### The data
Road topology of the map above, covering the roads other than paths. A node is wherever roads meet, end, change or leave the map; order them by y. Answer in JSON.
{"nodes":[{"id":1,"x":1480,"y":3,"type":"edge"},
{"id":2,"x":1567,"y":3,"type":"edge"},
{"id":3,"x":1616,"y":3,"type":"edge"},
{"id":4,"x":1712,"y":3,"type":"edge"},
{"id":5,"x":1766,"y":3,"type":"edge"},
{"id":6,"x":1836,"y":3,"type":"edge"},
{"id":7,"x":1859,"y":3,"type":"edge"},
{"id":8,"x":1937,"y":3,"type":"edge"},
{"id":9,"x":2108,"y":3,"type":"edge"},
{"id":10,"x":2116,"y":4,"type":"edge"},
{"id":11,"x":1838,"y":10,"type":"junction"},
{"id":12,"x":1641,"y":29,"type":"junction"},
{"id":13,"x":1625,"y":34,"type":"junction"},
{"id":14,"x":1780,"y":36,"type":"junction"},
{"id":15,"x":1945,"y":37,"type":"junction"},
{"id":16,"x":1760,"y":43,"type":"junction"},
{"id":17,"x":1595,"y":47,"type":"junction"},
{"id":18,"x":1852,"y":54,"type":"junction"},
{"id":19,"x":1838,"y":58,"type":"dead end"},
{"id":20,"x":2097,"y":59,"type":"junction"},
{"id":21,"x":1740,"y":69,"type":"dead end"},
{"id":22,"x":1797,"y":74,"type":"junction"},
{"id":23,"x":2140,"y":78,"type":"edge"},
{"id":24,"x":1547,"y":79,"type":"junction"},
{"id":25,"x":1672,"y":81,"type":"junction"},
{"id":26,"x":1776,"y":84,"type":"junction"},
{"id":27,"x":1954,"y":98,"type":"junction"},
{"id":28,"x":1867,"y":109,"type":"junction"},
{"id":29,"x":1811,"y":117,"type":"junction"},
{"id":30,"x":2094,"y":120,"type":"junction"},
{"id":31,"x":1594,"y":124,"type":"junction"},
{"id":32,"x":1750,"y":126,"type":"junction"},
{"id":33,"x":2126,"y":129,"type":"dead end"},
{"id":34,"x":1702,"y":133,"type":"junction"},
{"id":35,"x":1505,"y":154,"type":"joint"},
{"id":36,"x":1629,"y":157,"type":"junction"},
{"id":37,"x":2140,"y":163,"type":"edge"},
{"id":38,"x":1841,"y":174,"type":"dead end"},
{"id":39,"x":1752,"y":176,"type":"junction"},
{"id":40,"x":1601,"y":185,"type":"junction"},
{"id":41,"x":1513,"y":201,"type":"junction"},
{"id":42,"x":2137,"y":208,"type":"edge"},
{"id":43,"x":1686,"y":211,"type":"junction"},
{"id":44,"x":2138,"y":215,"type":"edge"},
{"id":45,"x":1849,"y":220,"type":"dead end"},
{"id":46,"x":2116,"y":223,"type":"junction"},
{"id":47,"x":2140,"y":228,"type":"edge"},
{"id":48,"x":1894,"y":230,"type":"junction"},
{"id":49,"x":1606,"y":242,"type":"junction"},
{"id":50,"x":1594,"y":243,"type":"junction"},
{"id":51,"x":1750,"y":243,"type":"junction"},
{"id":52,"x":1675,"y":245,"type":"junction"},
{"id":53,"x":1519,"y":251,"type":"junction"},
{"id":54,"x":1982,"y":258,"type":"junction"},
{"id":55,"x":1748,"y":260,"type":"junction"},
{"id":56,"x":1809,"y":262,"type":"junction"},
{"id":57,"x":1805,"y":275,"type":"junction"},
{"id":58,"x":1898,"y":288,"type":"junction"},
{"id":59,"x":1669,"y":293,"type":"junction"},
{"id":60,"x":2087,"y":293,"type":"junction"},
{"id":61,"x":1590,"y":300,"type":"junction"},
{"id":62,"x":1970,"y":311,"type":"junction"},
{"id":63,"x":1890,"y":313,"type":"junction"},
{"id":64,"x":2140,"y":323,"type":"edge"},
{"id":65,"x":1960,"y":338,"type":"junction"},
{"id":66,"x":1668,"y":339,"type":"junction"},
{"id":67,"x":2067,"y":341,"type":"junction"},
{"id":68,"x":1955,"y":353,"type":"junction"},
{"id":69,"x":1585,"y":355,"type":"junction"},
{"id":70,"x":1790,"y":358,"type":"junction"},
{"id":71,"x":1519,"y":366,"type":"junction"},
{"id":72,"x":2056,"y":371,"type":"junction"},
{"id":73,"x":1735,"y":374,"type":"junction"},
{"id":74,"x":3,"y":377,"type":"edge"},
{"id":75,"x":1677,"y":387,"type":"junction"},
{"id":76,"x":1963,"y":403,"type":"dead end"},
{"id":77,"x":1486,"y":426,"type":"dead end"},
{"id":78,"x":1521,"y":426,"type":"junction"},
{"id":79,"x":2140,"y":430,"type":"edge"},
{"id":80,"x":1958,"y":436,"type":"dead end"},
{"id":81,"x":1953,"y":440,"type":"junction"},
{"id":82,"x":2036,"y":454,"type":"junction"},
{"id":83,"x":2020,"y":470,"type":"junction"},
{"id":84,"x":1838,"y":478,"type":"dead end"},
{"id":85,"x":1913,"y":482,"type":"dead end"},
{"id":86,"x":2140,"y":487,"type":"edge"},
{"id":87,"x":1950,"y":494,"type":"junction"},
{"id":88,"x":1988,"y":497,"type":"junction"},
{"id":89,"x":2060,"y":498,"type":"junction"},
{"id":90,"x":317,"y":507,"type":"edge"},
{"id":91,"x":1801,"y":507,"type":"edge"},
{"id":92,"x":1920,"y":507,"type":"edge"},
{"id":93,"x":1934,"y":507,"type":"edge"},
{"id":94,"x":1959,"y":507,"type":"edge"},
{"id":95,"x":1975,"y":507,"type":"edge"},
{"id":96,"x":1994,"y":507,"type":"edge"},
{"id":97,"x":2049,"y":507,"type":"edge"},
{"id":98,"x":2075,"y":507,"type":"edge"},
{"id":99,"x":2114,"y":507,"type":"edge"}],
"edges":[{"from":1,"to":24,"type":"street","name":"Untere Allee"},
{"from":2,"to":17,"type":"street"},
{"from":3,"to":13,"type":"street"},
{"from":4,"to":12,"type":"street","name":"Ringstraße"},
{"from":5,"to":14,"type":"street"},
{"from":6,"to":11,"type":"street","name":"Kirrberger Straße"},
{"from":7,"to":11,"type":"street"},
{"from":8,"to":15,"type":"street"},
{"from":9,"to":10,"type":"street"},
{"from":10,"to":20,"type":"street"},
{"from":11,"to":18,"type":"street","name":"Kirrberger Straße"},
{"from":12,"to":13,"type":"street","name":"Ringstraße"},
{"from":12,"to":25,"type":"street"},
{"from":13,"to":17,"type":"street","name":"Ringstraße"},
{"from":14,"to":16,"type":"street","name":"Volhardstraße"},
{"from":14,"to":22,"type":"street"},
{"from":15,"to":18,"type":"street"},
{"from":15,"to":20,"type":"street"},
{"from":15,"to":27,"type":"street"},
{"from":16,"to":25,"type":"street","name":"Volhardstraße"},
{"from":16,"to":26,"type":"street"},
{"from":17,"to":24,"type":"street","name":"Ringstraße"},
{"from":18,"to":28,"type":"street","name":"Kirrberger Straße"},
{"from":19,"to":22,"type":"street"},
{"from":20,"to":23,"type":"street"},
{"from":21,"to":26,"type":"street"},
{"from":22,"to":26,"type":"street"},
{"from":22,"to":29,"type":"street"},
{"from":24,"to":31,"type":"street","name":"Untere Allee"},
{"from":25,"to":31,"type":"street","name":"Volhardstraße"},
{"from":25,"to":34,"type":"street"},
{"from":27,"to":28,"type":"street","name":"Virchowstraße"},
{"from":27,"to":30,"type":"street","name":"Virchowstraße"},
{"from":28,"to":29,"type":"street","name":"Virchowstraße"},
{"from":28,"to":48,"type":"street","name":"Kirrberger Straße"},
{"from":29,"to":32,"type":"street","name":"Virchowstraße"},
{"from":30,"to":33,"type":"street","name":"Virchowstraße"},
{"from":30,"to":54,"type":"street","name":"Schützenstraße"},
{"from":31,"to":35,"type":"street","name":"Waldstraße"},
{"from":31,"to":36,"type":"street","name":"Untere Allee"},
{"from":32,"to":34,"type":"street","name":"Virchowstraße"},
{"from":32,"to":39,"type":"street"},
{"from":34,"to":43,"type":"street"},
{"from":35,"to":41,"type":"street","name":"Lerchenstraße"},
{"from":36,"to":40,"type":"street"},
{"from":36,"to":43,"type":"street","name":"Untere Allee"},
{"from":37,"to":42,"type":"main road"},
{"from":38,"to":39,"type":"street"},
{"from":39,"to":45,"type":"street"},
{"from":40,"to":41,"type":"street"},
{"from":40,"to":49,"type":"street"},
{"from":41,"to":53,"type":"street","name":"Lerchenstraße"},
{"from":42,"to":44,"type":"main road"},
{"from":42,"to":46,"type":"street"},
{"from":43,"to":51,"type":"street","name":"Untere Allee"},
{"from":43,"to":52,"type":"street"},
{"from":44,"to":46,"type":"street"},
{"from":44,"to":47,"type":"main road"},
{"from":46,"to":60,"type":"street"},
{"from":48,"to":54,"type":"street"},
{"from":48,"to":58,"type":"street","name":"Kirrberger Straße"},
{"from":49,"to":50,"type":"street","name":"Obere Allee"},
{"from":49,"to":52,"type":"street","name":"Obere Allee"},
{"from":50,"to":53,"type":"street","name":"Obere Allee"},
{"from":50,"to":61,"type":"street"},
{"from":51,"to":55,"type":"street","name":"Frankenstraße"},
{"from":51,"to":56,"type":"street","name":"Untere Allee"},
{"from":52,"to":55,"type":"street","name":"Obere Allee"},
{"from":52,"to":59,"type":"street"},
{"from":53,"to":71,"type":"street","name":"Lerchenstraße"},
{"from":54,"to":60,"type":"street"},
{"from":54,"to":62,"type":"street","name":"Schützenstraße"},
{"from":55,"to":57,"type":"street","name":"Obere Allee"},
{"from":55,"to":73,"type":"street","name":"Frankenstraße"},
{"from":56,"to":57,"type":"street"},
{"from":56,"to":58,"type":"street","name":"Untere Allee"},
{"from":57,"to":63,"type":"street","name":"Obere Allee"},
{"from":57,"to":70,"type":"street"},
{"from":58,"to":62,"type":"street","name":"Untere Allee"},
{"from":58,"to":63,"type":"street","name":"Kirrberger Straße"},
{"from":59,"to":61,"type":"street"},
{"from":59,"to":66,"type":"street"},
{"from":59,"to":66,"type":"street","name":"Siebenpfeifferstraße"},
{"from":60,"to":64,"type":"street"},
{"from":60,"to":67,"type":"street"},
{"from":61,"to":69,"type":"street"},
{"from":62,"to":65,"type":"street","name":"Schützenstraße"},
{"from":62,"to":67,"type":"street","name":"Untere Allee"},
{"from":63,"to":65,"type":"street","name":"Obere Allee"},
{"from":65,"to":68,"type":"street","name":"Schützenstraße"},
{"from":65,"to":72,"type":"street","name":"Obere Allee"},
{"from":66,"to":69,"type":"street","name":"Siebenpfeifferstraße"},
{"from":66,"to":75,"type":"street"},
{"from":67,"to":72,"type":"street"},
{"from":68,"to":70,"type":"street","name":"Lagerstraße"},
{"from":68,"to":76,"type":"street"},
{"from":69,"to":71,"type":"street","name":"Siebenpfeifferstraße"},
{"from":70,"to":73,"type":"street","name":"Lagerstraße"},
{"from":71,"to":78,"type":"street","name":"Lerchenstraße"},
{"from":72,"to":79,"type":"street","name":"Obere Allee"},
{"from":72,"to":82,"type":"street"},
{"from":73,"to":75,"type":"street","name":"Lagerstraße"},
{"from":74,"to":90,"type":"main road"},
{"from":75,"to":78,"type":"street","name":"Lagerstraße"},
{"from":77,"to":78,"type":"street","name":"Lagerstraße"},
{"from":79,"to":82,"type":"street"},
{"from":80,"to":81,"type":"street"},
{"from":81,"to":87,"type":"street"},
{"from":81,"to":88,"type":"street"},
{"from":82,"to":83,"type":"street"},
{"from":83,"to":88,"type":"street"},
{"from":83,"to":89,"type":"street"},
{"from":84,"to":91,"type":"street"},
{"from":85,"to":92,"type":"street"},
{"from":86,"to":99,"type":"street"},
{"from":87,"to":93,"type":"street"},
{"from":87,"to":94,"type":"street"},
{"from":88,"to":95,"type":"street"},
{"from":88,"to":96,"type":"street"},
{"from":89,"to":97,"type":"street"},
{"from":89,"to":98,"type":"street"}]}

### Exercise description
Each line of the material that has the word "Frankenstraße" belongs in the answer.

### Exercise response
{"from":51,"to":55,"type":"street","name":"Frankenstraße"},
{"from":55,"to":73,"type":"street","name":"Frankenstraße"},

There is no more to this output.